▸ WORK TO COMPLETE
Reproduce every line of the material below exactly. No pictures belong in the copy.

▸ DATASET EXCERPTS
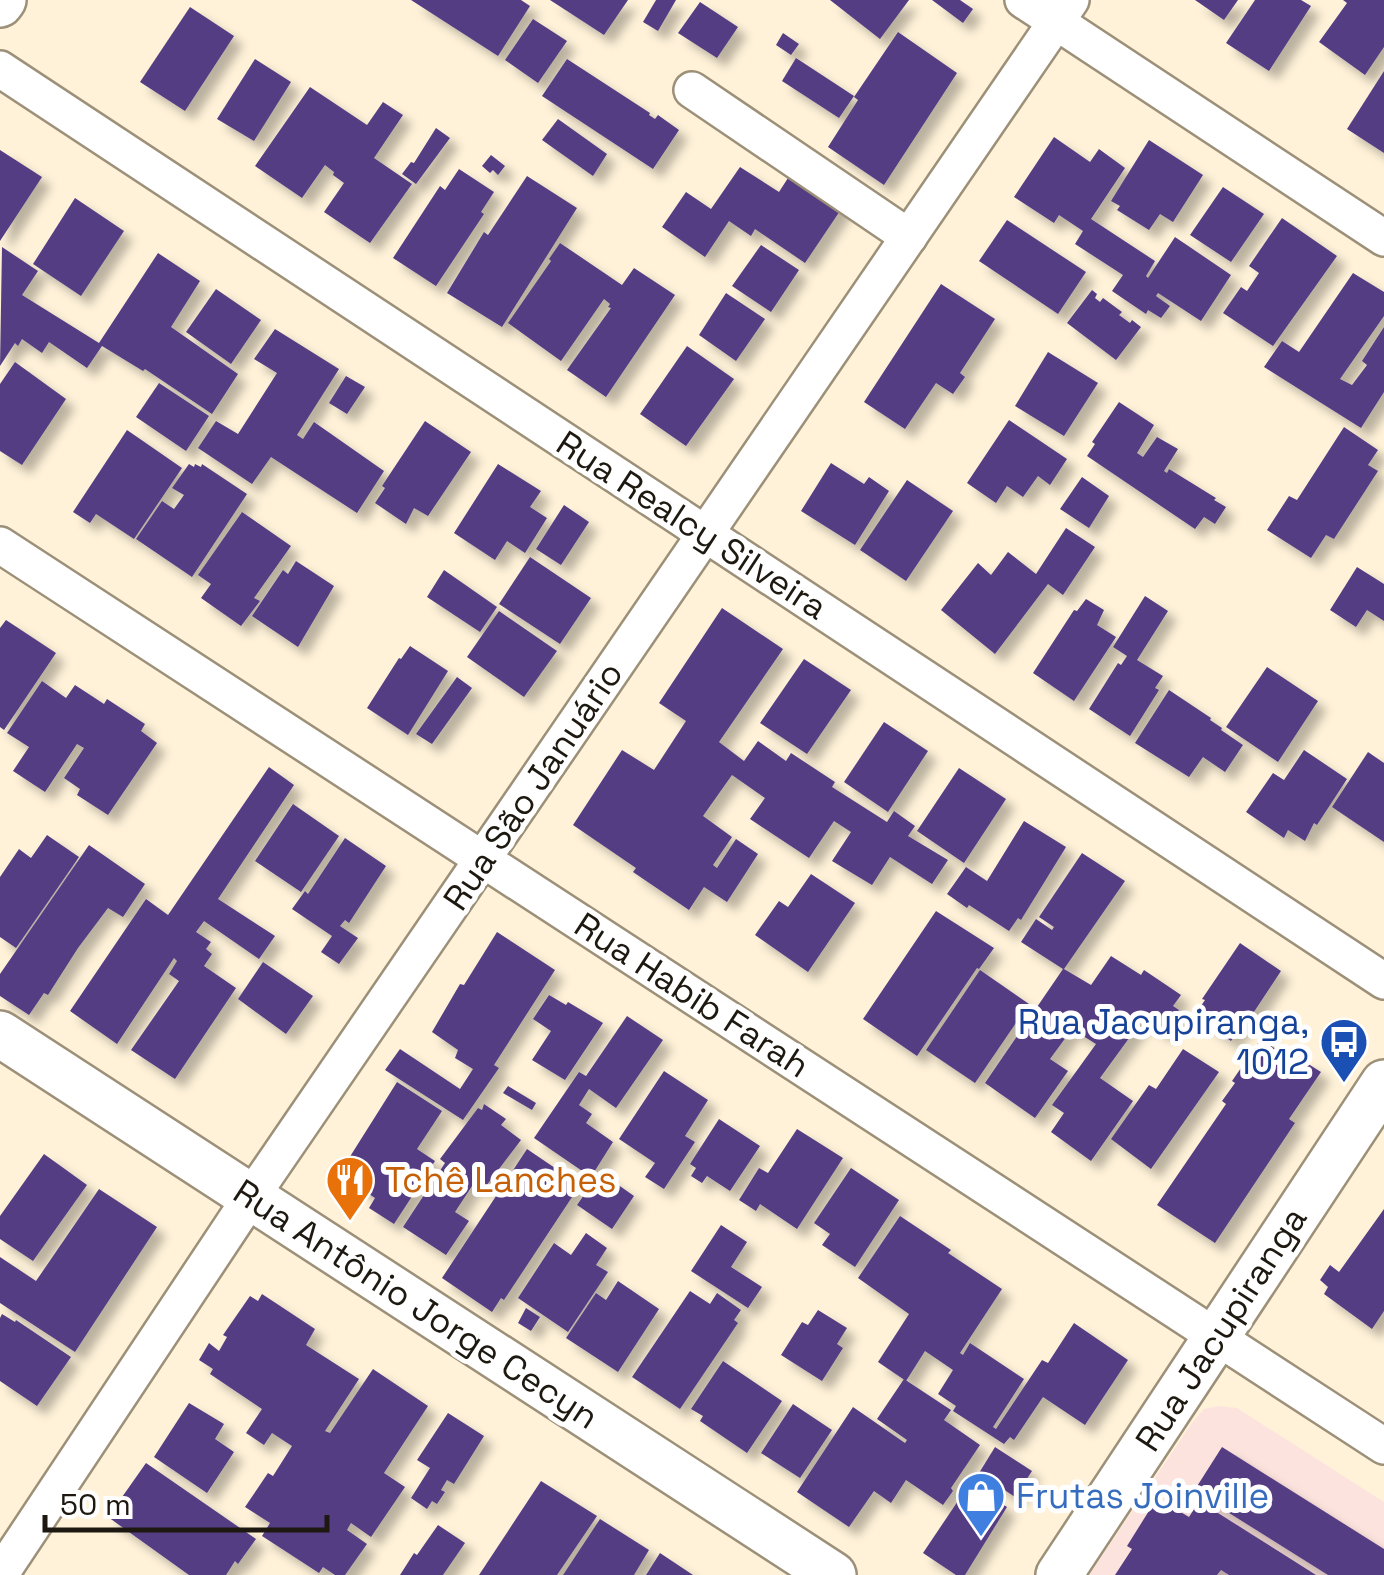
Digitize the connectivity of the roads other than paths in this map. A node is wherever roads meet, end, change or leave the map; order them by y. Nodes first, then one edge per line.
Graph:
1 (1023, 0) edge
2 (1064, 11) edge
3 (0, 69) edge
4 (692, 90) dead end
5 (909, 237) junction
6 (1384, 238) edge
7 (706, 534) junction
8 (0, 545) edge
9 (483, 860) junction
10 (1384, 981) edge
11 (0, 1034) edge
12 (1384, 1084) edge
13 (252, 1197) junction
14 (1216, 1336) junction
15 (1384, 1446) edge
16 (0, 1575) edge
17 (833, 1575) edge
18 (1059, 1575) edge

1 - 2 street
2 - 5 street, Rua São Januário
2 - 6 street
3 - 7 street, Rua Realcy Silveira
4 - 5 street
5 - 7 street, Rua São Januário
7 - 9 street, Rua São Januário
7 - 10 street, Rua Realcy Silveira
8 - 9 street, Rua Habib Farah
9 - 13 street, Rua São Januário
9 - 14 street, Rua Habib Farah
11 - 13 street, Rua Antônio Jorge Cecyn
12 - 14 street, Rua Jacupiranga
13 - 16 street, Rua São Januário
13 - 17 street, Rua Antônio Jorge Cecyn
14 - 15 street, Rua Habib Farah
14 - 18 street, Rua Jacupiranga

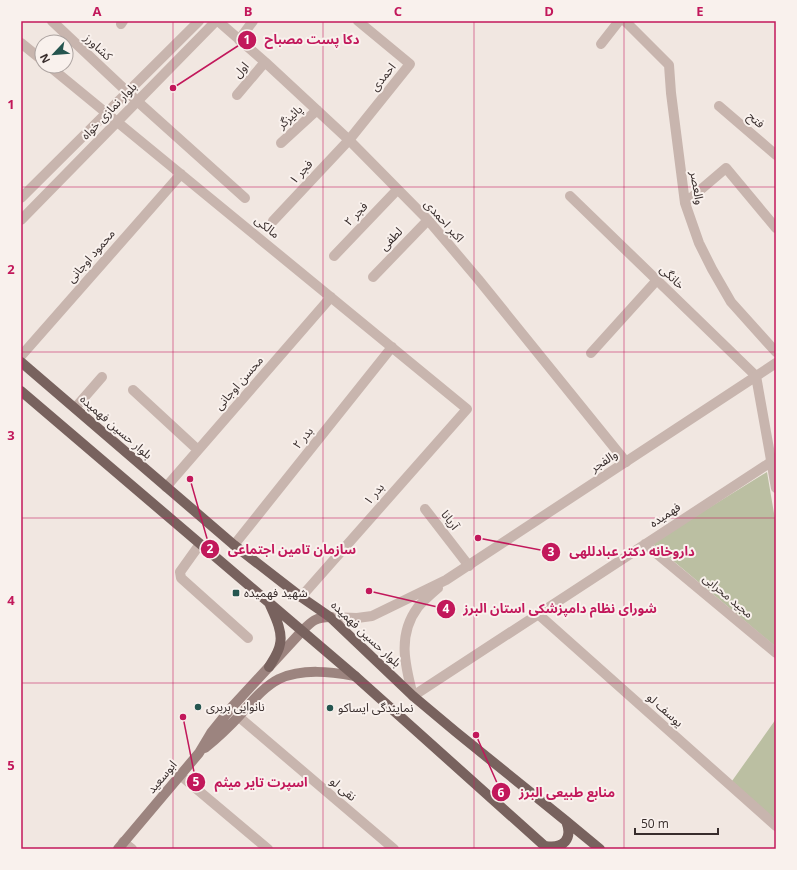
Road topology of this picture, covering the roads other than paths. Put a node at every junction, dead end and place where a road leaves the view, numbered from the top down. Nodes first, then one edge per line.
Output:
1 (52, 21) edge
2 (199, 21) edge
3 (217, 21) edge
4 (253, 21) edge
5 (358, 21) edge
6 (619, 21) edge
7 (625, 21) edge
8 (240, 40) junction
9 (21, 42) edge
10 (601, 44) dead end
11 (34, 53) edge
12 (265, 62) junction
13 (60, 74) edge
14 (128, 92) junction
15 (237, 94) dead end
16 (137, 101) junction
17 (719, 106) dead end
18 (317, 110) junction
19 (106, 113) junction
20 (117, 122) junction
21 (349, 140) junction
22 (281, 143) dead end
23 (776, 155) edge
24 (181, 174) junction
25 (397, 190) junction
26 (570, 196) dead end
27 (21, 198) edge
28 (245, 198) dead end
29 (685, 203) junction
30 (21, 220) edge
31 (428, 220) junction
32 (273, 221) dead end
33 (776, 228) edge
34 (334, 256) dead end
35 (373, 277) dead end
36 (657, 280) junction
37 (331, 297) junction
38 (392, 348) junction
39 (776, 352) edge
40 (591, 353) dead end
41 (21, 356) edge
42 (21, 362) edge
43 (776, 363) edge
44 (756, 376) junction
45 (102, 377) dead end
46 (133, 390) dead end
47 (21, 391) edge
48 (75, 408) junction
49 (467, 409) joint
50 (198, 450) junction
51 (626, 462) junction
52 (771, 462) junction
53 (166, 487) junction
54 (776, 488) edge
55 (425, 509) dead end
56 (200, 544) junction
57 (645, 544) junction
58 (234, 545) junction
59 (468, 566) junction
60 (446, 580) junction
61 (301, 597) junction
62 (270, 603) junction
63 (538, 614) junction
64 (330, 617) junction
65 (302, 631) junction
66 (248, 638) dead end
67 (776, 653) edge
68 (269, 667) junction
69 (355, 676) junction
70 (413, 696) junction
71 (238, 717) junction
72 (199, 753) junction
73 (180, 775) junction
74 (566, 821) junction
75 (776, 826) edge
76 (120, 846) edge
77 (546, 848) edge
78 (132, 849) edge
79 (268, 849) edge
80 (394, 849) edge
81 (600, 849) edge

1 - 14 street, کشاورز
2 - 14 street, بلوار نمازی خواه
3 - 8 street, اکبر احمدی
3 - 16 street, بلوار نمازی خواه
4 - 8 street
5 - 21 street, احمدی
6 - 10 street
7 - 29 street, والعصر
8 - 12 street, اکبر احمدی
9 - 11 street
12 - 15 street, اول
12 - 18 street, اکبر احمدی
13 - 19 street, مالکی
14 - 16 street, کشاورز
14 - 19 street, بلوار نمازی خواه
16 - 20 street, بلوار نمازی خواه
16 - 28 street, کشاورز
17 - 23 street, فتح
18 - 21 street, اکبر احمدی
18 - 22 street, پائیزگر
19 - 20 street, مالکی
19 - 27 street, بلوار نمازی خواه
20 - 24 street, مالکی
20 - 30 street, بلوار نمازی خواه
21 - 25 street, اکبر احمدی
21 - 32 street, فجر ۱
24 - 37 street, مالکی
24 - 41 street, محمود اوجانی
25 - 31 street, اکبر احمدی
25 - 34 street, فجر ۲
26 - 36 street, خانگی
29 - 33 street
29 - 39 street, والعصر
31 - 35 street, لطفی
31 - 51 street, اکبر احمدی
36 - 40 street
36 - 44 street, خانگی
37 - 38 street, مالکی
37 - 50 street, محسن اوجانی
38 - 49 street, مالکی
38 - 58 street, بدر ۲
42 - 48 main road, بلوار حسین فهمیده
43 - 44 street, والفجر
44 - 51 street, والفجر
44 - 52 street
45 - 48 street
46 - 50 street
47 - 56 main road
48 - 53 main road, بلوار حسین فهمیده
49 - 61 street, بدر ۱
50 - 53 street, محسن اوجانی
51 - 59 street, والفجر
52 - 54 street
52 - 57 street, فهمیده
53 - 58 main road, بلوار حسین فهمیده
55 - 59 street, آریانا
56 - 62 main road
56 - 66 street
57 - 63 street, فهمیده
57 - 67 street, مجید محرابی
58 - 61 main road, بلوار حسین فهمیده
59 - 60 street, والفجر
60 - 64 street
60 - 70 street
61 - 64 main road, بلوار حسین فهمیده
62 - 65 main road
62 - 68 main road
63 - 70 street, فهمیده
63 - 75 street, یوسف لو
64 - 65 main road, ابوسعید
64 - 70 main road, بلوار حسین فهمیده
65 - 68 main road, ابوسعید
65 - 69 main road
68 - 72 main road, ابوسعید
69 - 71 main road
69 - 77 main road
70 - 74 main road, بلوار حسین فهمیده
71 - 72 main road
71 - 80 street, نقی لو
72 - 73 main road, ابوسعید
73 - 76 main road, ابوسعید
73 - 79 street
74 - 77 main road
74 - 81 main road, بلوار حسین فهمیده
76 - 78 street

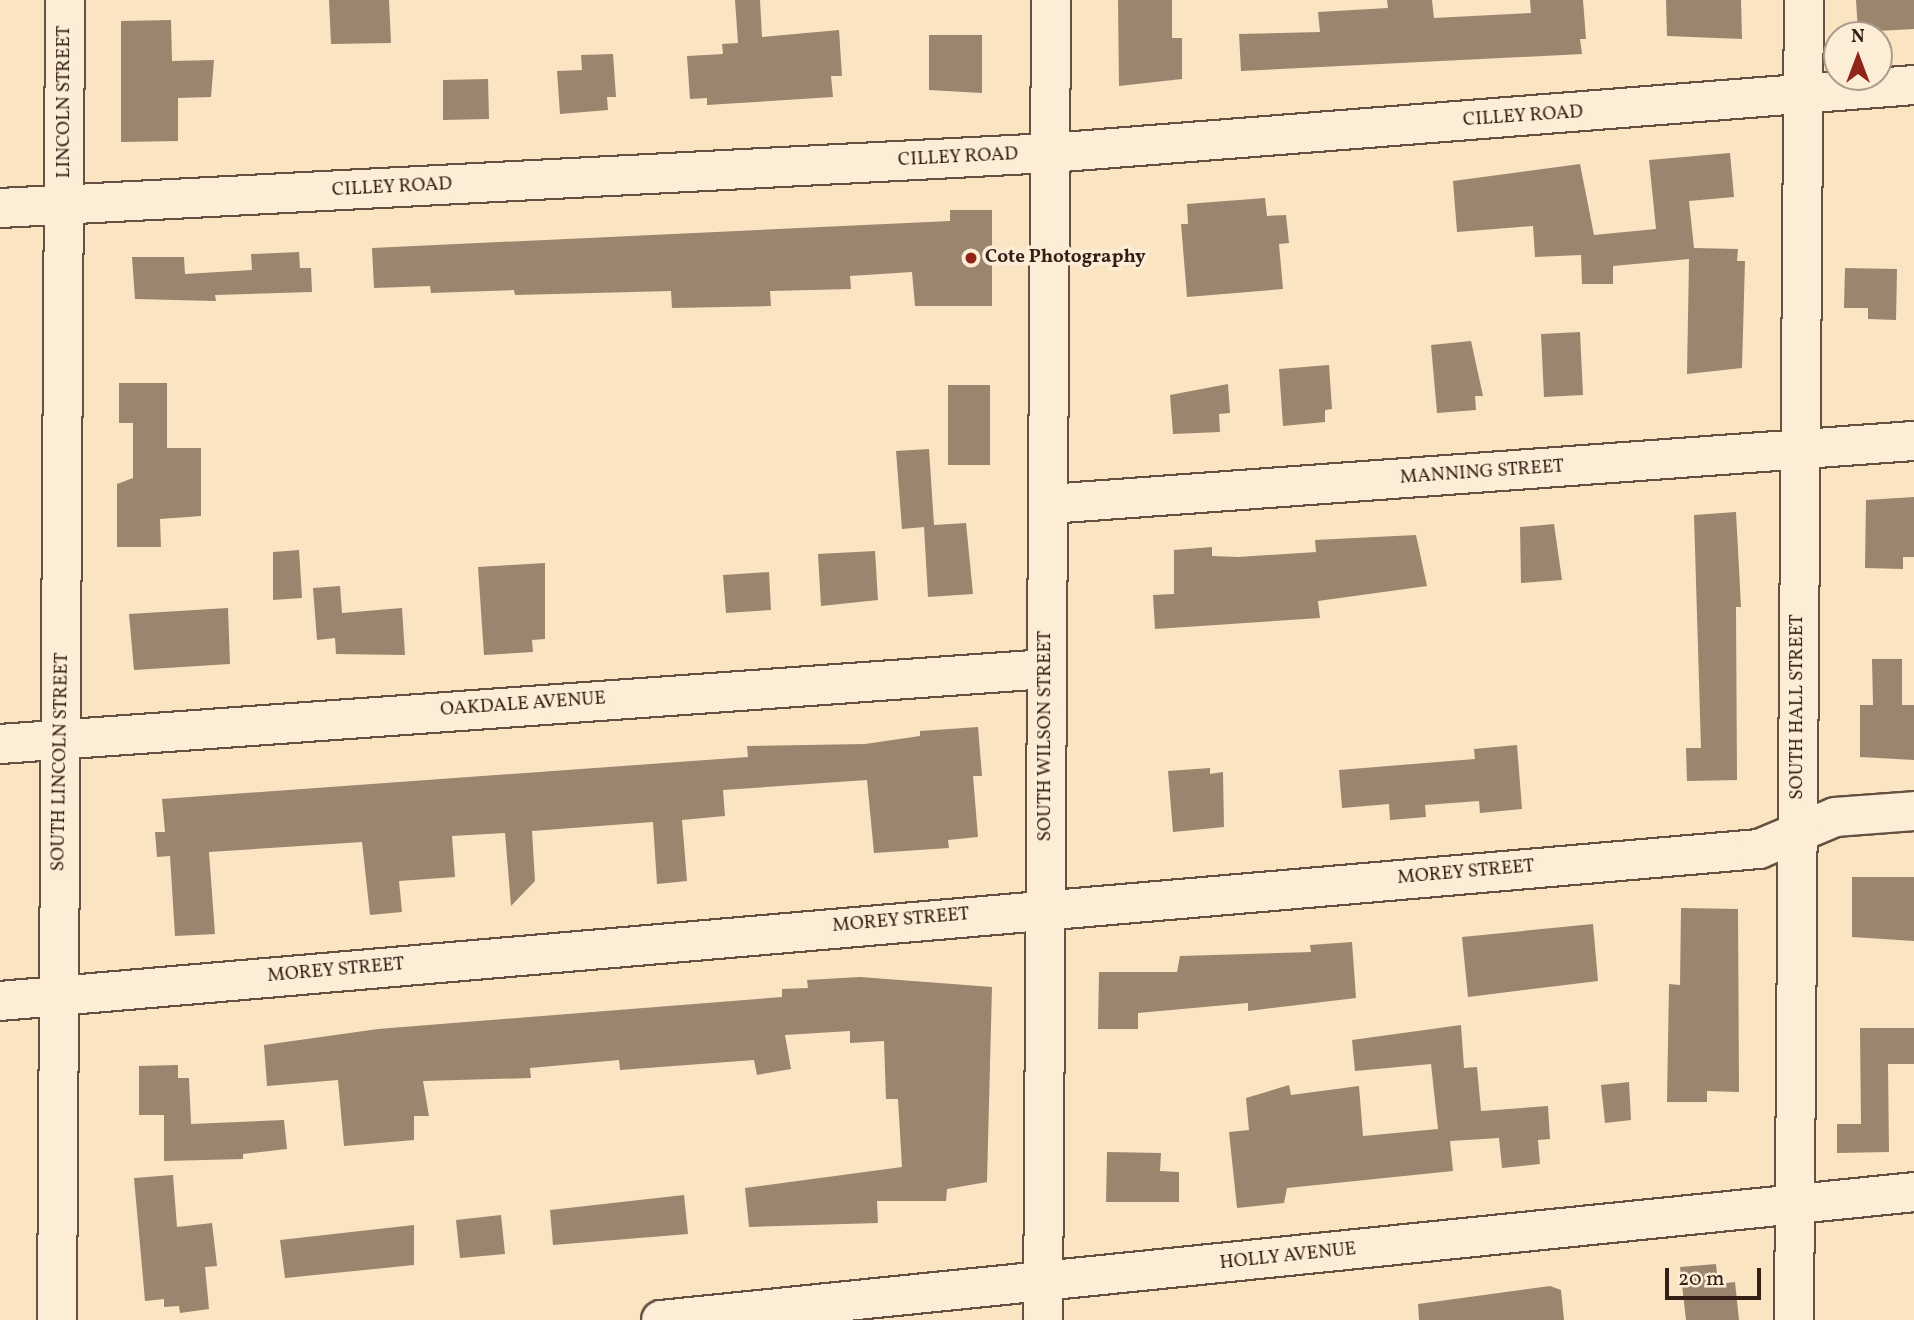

▸ FINAL ANSWER
Digitize the connectivity of the roads other than paths in this map. A node is wherever roads meet, end, change or leave the map; order them by y. Nodes first, then one edge per line.
Graph:
1 (1023, 0) edge
2 (1064, 11) edge
3 (0, 69) edge
4 (692, 90) dead end
5 (909, 237) junction
6 (1384, 238) edge
7 (706, 534) junction
8 (0, 545) edge
9 (483, 860) junction
10 (1384, 981) edge
11 (0, 1034) edge
12 (1384, 1084) edge
13 (252, 1197) junction
14 (1216, 1336) junction
15 (1384, 1446) edge
16 (0, 1575) edge
17 (833, 1575) edge
18 (1059, 1575) edge

1 - 2 street
2 - 5 street, Rua São Januário
2 - 6 street
3 - 7 street, Rua Realcy Silveira
4 - 5 street
5 - 7 street, Rua São Januário
7 - 9 street, Rua São Januário
7 - 10 street, Rua Realcy Silveira
8 - 9 street, Rua Habib Farah
9 - 13 street, Rua São Januário
9 - 14 street, Rua Habib Farah
11 - 13 street, Rua Antônio Jorge Cecyn
12 - 14 street, Rua Jacupiranga
13 - 16 street, Rua São Januário
13 - 17 street, Rua Antônio Jorge Cecyn
14 - 15 street, Rua Habib Farah
14 - 18 street, Rua Jacupiranga

Road topology of this picture, covering the roads other than paths. Put a node at every junction, dead end and place where a road leaves the view, numbered from the top down. Nodes first, then one edge per line.
Output:
1 (52, 21) edge
2 (199, 21) edge
3 (217, 21) edge
4 (253, 21) edge
5 (358, 21) edge
6 (619, 21) edge
7 (625, 21) edge
8 (240, 40) junction
9 (21, 42) edge
10 (601, 44) dead end
11 (34, 53) edge
12 (265, 62) junction
13 (60, 74) edge
14 (128, 92) junction
15 (237, 94) dead end
16 (137, 101) junction
17 (719, 106) dead end
18 (317, 110) junction
19 (106, 113) junction
20 (117, 122) junction
21 (349, 140) junction
22 (281, 143) dead end
23 (776, 155) edge
24 (181, 174) junction
25 (397, 190) junction
26 (570, 196) dead end
27 (21, 198) edge
28 (245, 198) dead end
29 (685, 203) junction
30 (21, 220) edge
31 (428, 220) junction
32 (273, 221) dead end
33 (776, 228) edge
34 (334, 256) dead end
35 (373, 277) dead end
36 (657, 280) junction
37 (331, 297) junction
38 (392, 348) junction
39 (776, 352) edge
40 (591, 353) dead end
41 (21, 356) edge
42 (21, 362) edge
43 (776, 363) edge
44 (756, 376) junction
45 (102, 377) dead end
46 (133, 390) dead end
47 (21, 391) edge
48 (75, 408) junction
49 (467, 409) joint
50 (198, 450) junction
51 (626, 462) junction
52 (771, 462) junction
53 (166, 487) junction
54 (776, 488) edge
55 (425, 509) dead end
56 (200, 544) junction
57 (645, 544) junction
58 (234, 545) junction
59 (468, 566) junction
60 (446, 580) junction
61 (301, 597) junction
62 (270, 603) junction
63 (538, 614) junction
64 (330, 617) junction
65 (302, 631) junction
66 (248, 638) dead end
67 (776, 653) edge
68 (269, 667) junction
69 (355, 676) junction
70 (413, 696) junction
71 (238, 717) junction
72 (199, 753) junction
73 (180, 775) junction
74 (566, 821) junction
75 (776, 826) edge
76 (120, 846) edge
77 (546, 848) edge
78 (132, 849) edge
79 (268, 849) edge
80 (394, 849) edge
81 (600, 849) edge

1 - 14 street, کشاورز
2 - 14 street, بلوار نمازی خواه
3 - 8 street, اکبر احمدی
3 - 16 street, بلوار نمازی خواه
4 - 8 street
5 - 21 street, احمدی
6 - 10 street
7 - 29 street, والعصر
8 - 12 street, اکبر احمدی
9 - 11 street
12 - 15 street, اول
12 - 18 street, اکبر احمدی
13 - 19 street, مالکی
14 - 16 street, کشاورز
14 - 19 street, بلوار نمازی خواه
16 - 20 street, بلوار نمازی خواه
16 - 28 street, کشاورز
17 - 23 street, فتح
18 - 21 street, اکبر احمدی
18 - 22 street, پائیزگر
19 - 20 street, مالکی
19 - 27 street, بلوار نمازی خواه
20 - 24 street, مالکی
20 - 30 street, بلوار نمازی خواه
21 - 25 street, اکبر احمدی
21 - 32 street, فجر ۱
24 - 37 street, مالکی
24 - 41 street, محمود اوجانی
25 - 31 street, اکبر احمدی
25 - 34 street, فجر ۲
26 - 36 street, خانگی
29 - 33 street
29 - 39 street, والعصر
31 - 35 street, لطفی
31 - 51 street, اکبر احمدی
36 - 40 street
36 - 44 street, خانگی
37 - 38 street, مالکی
37 - 50 street, محسن اوجانی
38 - 49 street, مالکی
38 - 58 street, بدر ۲
42 - 48 main road, بلوار حسین فهمیده
43 - 44 street, والفجر
44 - 51 street, والفجر
44 - 52 street
45 - 48 street
46 - 50 street
47 - 56 main road
48 - 53 main road, بلوار حسین فهمیده
49 - 61 street, بدر ۱
50 - 53 street, محسن اوجانی
51 - 59 street, والفجر
52 - 54 street
52 - 57 street, فهمیده
53 - 58 main road, بلوار حسین فهمیده
55 - 59 street, آریانا
56 - 62 main road
56 - 66 street
57 - 63 street, فهمیده
57 - 67 street, مجید محرابی
58 - 61 main road, بلوار حسین فهمیده
59 - 60 street, والفجر
60 - 64 street
60 - 70 street
61 - 64 main road, بلوار حسین فهمیده
62 - 65 main road
62 - 68 main road
63 - 70 street, فهمیده
63 - 75 street, یوسف لو
64 - 65 main road, ابوسعید
64 - 70 main road, بلوار حسین فهمیده
65 - 68 main road, ابوسعید
65 - 69 main road
68 - 72 main road, ابوسعید
69 - 71 main road
69 - 77 main road
70 - 74 main road, بلوار حسین فهمیده
71 - 72 main road
71 - 80 street, نقی لو
72 - 73 main road, ابوسعید
73 - 76 main road, ابوسعید
73 - 79 street
74 - 77 main road
74 - 81 main road, بلوار حسین فهمیده
76 - 78 street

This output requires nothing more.